Today I read an interview MarketWatch did with Robert Kiyosaki: “‘Rich Dad’ author Robert Kiyosaki: If you’re investing for the long term, ‘you’re crazy’”
I’ve never read Robert Kiyosaki’s Rich Dad Poor Dad but I have read Unfair Advantage. From what I understand from speaking with folks who have read Rich Dad Poor Dad the principles in Unfair Advantage are very similar.
I learned from reading his book. I didn’t learn a lot about specifics actions I could take but I did learn about mindset and principles of the wealthy.
For specifics he pushes his paid training classes and seminars pretty hard. I went to one of his “free” real estate seminars and it is sales heavy and content light.

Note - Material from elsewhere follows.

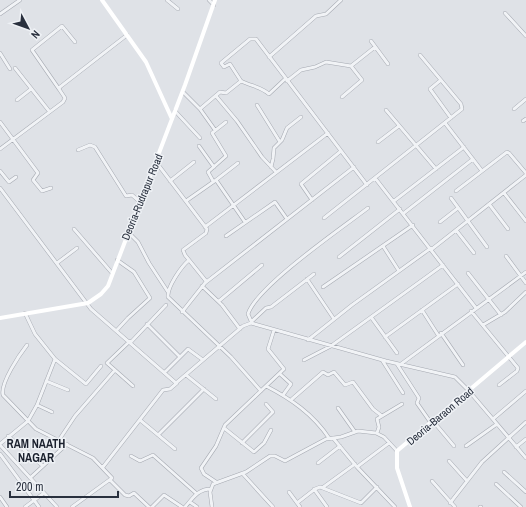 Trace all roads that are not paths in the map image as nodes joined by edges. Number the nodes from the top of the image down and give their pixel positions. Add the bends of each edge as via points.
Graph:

I’ve never been to a paid Rich Dad seminar but I hope they have a lot more actionable content than the free one I attended.
Based on my exposure to the teachings of Robert Kiyosaki I will say that I agree with what he is saying. I just think he overcharges for training and actionable information.
Summary of Kiyosaki’s Interview
In the MarketWatch article above he says a few things:
- Money isn’t money because it isn’t backed by gold
- The rich don’t work for money they work for assets
- He is predicting a 2016 market collapse
- Describes himself as a “gold bug” and views gold not as an investment but an insurance policy and hedge
- He states who he’ll vote for with the caveat the president doesn’t make any difference at this time
You know what, I agree with all of that, with the exception of calling 2016 as the year of the crash. It could be but I don’t know when stocks will crash and when they do I believe the Fed will step in and prop up prices.
But what I’m surprised by is the comments below the article. They weren’t all negative, but it seemed like most of the ones I read were.
Not a lot of substance besides name calling. I think the comments could provide some insights into how some retail investors think. They don’t want anyone raining on the stock rally parade.
These quotes are from people who, in my opinion, don’t understand the stock market or the economy.
Why I think Kiyosaki is Right
The Federal Reserve’s unprecedented action in propping up assets has created a huge bubble. The bubble is bigger than the dot com bubble in 2000 and the housing crisis of 2008.
Even if you think that the $4 trillion fed balance sheet is no big deal, there are other metrics that indicate the S&P 500 is overvalued. On average the P/E ratio of the S&P 500 has been around 15. It’s currently up to 25. Not exactly a bargain.
Gold is a hedge against Federal Reserve and central bank insanity. I don’t think gold should be the sole asset in one’s portfolio but could very well have an important place depending on your risk tolerance and other factors impacting suitability.
I also know several people personally who have done very well investing in real estate. I think real estate is a great way to grow wealth with lot’s of tax benefits.
In the article Kiyosaki also discusses one practical strategy for buying a stock, first buying an option, as well as the importance of buying stocks at a great discount. Buying companies for less than their book value is classic Benjamin Graham.
I can appreciate if people don’t like Kiyosaki’s sales tactics as I don’t particularly care for them either. But I would like it if people could discuss ideas without immediately resorting to name calling.
If you think stocks are fairly valued based on fundamental factors, why?